▶ TASK DIRECTIONS
From the records, return each line that has the word "Leda" in it.

[Collected data entries]
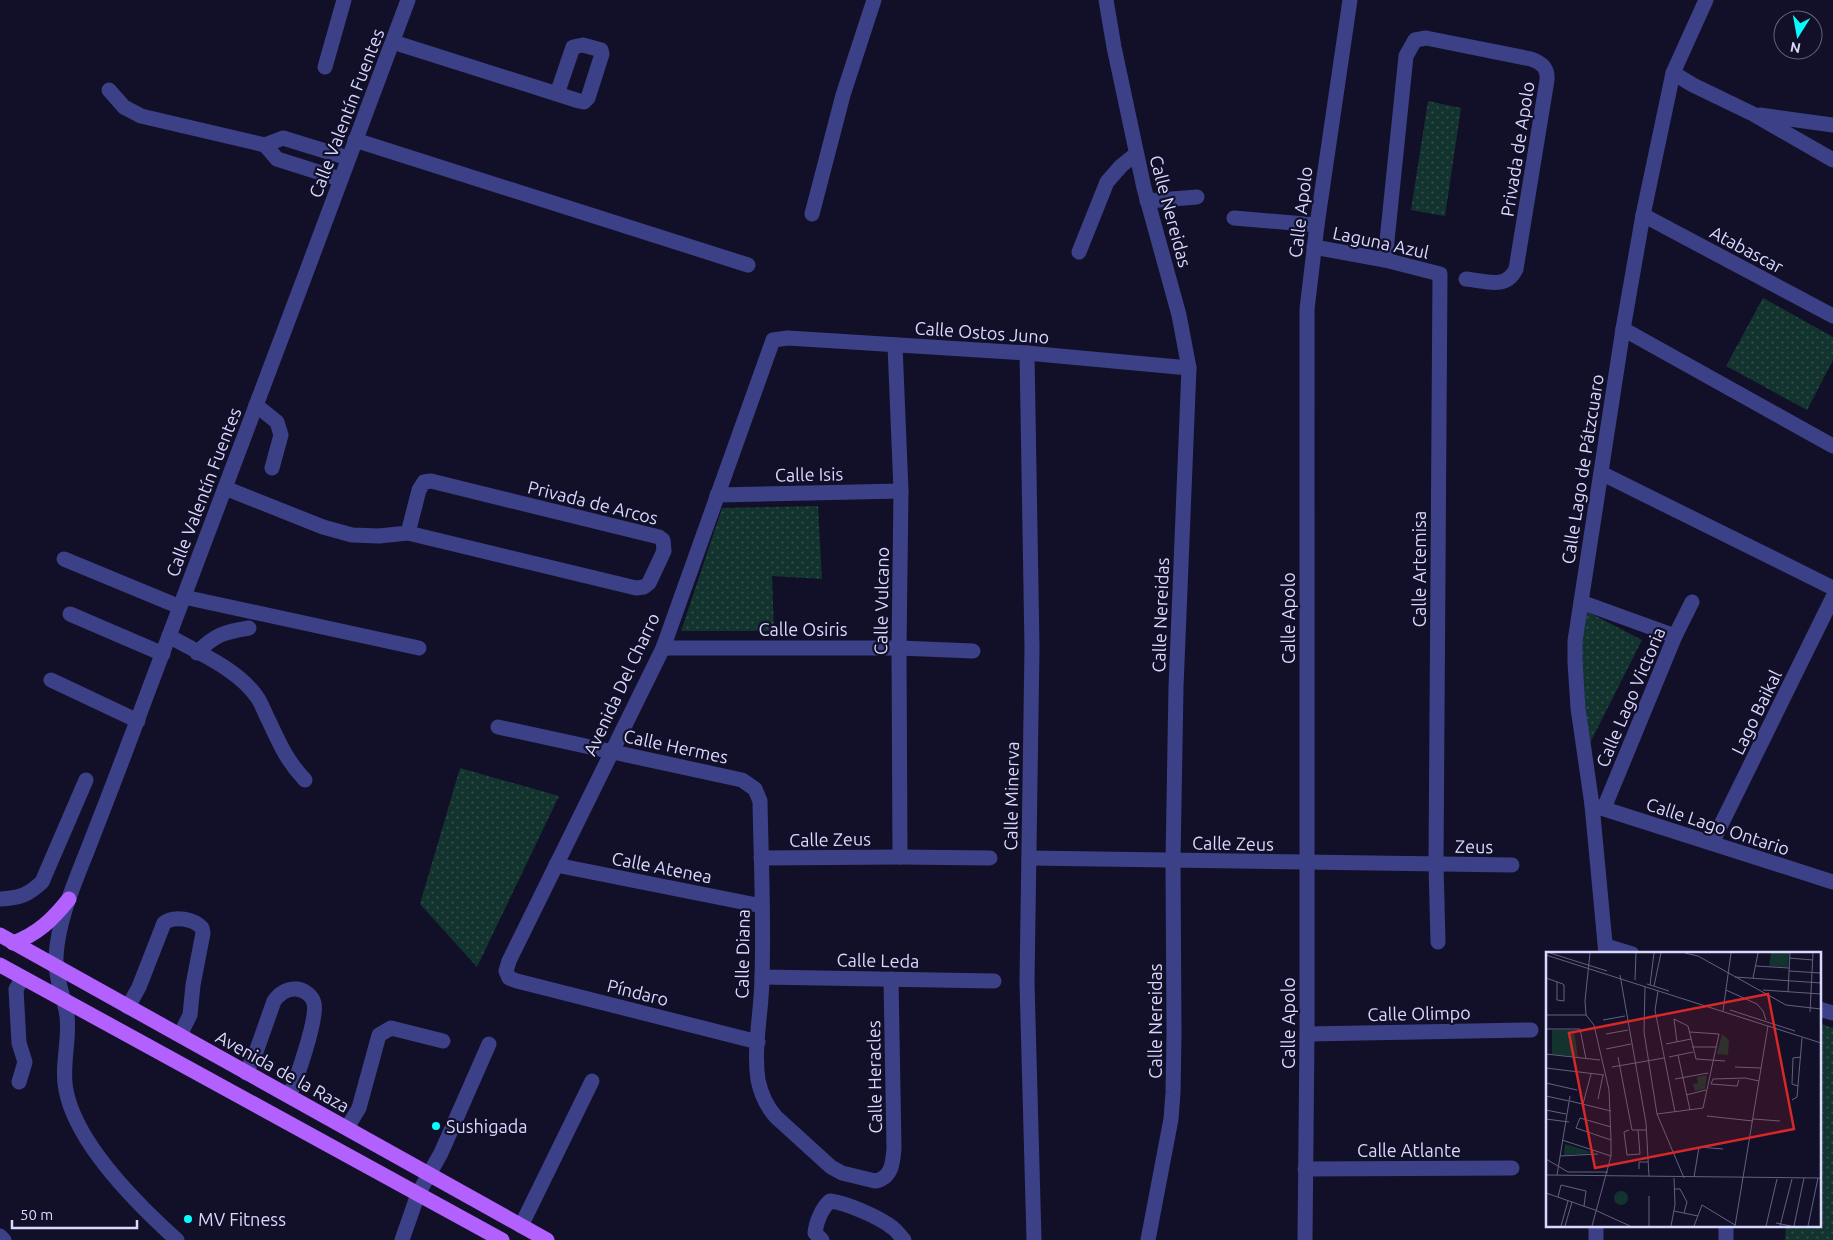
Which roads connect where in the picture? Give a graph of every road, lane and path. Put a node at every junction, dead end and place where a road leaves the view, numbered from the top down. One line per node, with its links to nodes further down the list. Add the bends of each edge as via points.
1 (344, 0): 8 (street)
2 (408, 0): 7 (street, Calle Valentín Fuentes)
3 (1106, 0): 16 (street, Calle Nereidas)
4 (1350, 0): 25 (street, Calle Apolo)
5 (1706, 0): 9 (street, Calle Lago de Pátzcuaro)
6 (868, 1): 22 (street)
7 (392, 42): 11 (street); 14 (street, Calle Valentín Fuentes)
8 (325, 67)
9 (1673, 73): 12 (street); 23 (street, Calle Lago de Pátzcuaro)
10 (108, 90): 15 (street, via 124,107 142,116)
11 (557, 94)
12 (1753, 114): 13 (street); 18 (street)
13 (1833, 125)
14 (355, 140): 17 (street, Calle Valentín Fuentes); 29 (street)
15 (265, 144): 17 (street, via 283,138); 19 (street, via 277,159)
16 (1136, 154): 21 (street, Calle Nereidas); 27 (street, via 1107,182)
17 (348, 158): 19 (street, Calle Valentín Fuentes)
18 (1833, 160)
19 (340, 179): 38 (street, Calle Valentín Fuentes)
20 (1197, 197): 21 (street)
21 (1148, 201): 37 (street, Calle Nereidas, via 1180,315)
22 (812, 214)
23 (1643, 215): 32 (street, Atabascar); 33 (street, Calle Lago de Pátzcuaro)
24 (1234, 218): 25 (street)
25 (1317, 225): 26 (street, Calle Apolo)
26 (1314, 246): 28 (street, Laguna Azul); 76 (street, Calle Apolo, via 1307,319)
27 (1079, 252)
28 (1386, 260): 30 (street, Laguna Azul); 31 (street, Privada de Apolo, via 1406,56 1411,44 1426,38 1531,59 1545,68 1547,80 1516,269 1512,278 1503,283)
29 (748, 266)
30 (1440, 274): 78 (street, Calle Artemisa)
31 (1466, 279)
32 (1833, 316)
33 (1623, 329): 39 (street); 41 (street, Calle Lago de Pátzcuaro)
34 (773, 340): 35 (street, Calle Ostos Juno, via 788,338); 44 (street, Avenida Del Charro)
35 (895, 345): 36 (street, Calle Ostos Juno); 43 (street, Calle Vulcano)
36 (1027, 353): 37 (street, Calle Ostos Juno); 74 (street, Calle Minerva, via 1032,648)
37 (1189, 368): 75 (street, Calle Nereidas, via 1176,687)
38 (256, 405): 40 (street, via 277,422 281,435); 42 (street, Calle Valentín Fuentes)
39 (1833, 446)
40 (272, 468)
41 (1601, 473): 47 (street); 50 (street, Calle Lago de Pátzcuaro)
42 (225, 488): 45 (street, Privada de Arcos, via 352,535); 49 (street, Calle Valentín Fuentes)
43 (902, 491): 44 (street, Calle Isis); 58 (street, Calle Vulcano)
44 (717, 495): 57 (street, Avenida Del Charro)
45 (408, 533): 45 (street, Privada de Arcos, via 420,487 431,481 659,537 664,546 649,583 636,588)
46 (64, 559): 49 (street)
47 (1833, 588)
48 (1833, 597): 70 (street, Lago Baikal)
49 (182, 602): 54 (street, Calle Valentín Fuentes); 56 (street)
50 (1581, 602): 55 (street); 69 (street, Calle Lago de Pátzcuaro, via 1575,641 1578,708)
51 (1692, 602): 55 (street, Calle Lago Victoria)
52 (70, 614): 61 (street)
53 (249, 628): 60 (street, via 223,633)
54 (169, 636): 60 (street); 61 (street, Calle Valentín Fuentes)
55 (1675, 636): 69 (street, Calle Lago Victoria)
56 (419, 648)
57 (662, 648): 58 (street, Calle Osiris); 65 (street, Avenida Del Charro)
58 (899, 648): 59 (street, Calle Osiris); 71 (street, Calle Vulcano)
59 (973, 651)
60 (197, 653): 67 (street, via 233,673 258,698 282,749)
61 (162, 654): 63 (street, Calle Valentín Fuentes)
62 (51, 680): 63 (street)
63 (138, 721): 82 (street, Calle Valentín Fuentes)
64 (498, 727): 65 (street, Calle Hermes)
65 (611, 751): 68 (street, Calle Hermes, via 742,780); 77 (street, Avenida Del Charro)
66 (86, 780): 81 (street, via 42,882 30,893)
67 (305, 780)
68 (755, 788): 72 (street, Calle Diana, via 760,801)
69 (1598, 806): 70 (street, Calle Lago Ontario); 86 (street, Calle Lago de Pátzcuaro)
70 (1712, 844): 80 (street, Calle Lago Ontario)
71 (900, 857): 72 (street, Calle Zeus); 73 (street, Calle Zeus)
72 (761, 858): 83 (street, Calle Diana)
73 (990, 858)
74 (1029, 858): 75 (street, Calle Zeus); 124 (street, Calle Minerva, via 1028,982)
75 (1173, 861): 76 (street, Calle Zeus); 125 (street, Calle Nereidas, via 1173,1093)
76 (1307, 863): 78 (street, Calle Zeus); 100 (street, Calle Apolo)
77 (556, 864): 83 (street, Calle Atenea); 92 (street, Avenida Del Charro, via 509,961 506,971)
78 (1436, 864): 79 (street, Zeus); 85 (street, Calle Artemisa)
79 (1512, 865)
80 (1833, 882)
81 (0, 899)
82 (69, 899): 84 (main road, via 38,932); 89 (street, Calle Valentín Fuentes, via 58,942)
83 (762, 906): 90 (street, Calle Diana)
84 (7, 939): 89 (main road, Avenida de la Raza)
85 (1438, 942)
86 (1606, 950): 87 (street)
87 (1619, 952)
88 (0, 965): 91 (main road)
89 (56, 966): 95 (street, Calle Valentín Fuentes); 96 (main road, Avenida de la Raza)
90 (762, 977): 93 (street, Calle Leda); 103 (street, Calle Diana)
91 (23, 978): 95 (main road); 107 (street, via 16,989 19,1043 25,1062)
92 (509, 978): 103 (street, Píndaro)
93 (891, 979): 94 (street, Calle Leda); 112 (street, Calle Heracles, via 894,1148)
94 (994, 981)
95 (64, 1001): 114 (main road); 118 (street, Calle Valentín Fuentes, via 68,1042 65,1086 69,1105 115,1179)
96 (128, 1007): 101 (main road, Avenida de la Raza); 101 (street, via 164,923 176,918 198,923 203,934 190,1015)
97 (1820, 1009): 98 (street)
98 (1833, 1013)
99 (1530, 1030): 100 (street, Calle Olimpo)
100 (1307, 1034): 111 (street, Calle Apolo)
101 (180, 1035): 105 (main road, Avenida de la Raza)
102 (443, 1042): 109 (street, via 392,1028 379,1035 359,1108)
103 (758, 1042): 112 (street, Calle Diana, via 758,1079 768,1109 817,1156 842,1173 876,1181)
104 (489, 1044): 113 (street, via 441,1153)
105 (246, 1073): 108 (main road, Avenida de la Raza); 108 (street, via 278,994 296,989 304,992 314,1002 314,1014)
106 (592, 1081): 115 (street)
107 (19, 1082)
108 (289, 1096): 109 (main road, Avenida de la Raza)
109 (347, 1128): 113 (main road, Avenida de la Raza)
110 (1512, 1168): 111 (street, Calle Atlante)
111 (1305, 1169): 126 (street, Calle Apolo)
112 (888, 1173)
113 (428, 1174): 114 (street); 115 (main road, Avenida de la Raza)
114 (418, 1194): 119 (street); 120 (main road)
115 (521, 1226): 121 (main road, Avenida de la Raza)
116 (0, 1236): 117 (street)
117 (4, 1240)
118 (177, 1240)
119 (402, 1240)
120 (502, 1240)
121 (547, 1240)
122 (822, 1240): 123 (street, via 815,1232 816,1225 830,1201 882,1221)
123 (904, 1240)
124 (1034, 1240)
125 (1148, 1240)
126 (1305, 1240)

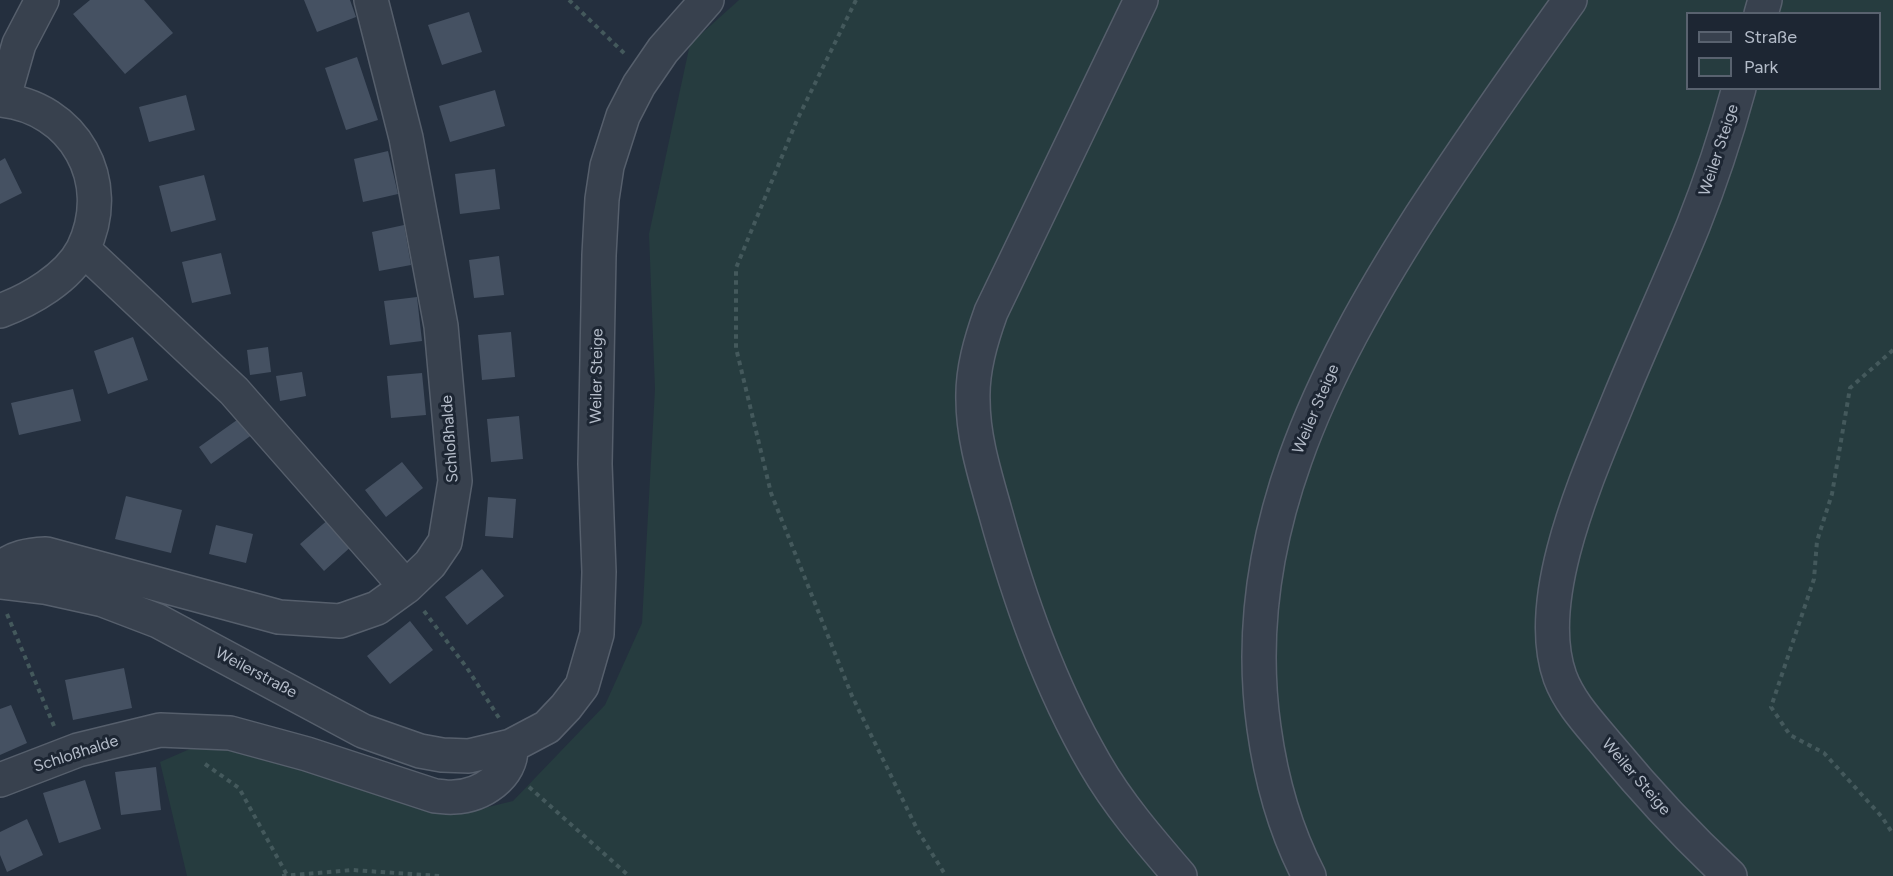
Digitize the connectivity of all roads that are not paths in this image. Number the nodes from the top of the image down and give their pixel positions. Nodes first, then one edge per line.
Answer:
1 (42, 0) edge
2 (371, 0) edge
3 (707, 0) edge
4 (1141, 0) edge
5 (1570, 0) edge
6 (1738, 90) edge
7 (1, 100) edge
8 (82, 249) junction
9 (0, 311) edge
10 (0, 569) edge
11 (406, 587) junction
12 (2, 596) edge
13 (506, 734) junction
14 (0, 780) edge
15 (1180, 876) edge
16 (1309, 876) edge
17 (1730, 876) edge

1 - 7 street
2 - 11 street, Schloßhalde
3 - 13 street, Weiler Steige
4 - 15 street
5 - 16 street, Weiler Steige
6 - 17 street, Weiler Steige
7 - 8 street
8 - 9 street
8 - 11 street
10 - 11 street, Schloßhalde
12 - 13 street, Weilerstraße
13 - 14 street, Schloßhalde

▶ SOLUTION FOR THIS EXERCISE
90 (762, 977): 93 (street, Calle Leda); 103 (street, Calle Diana)
93 (891, 979): 94 (street, Calle Leda); 112 (street, Calle Heracles, via 894,1148)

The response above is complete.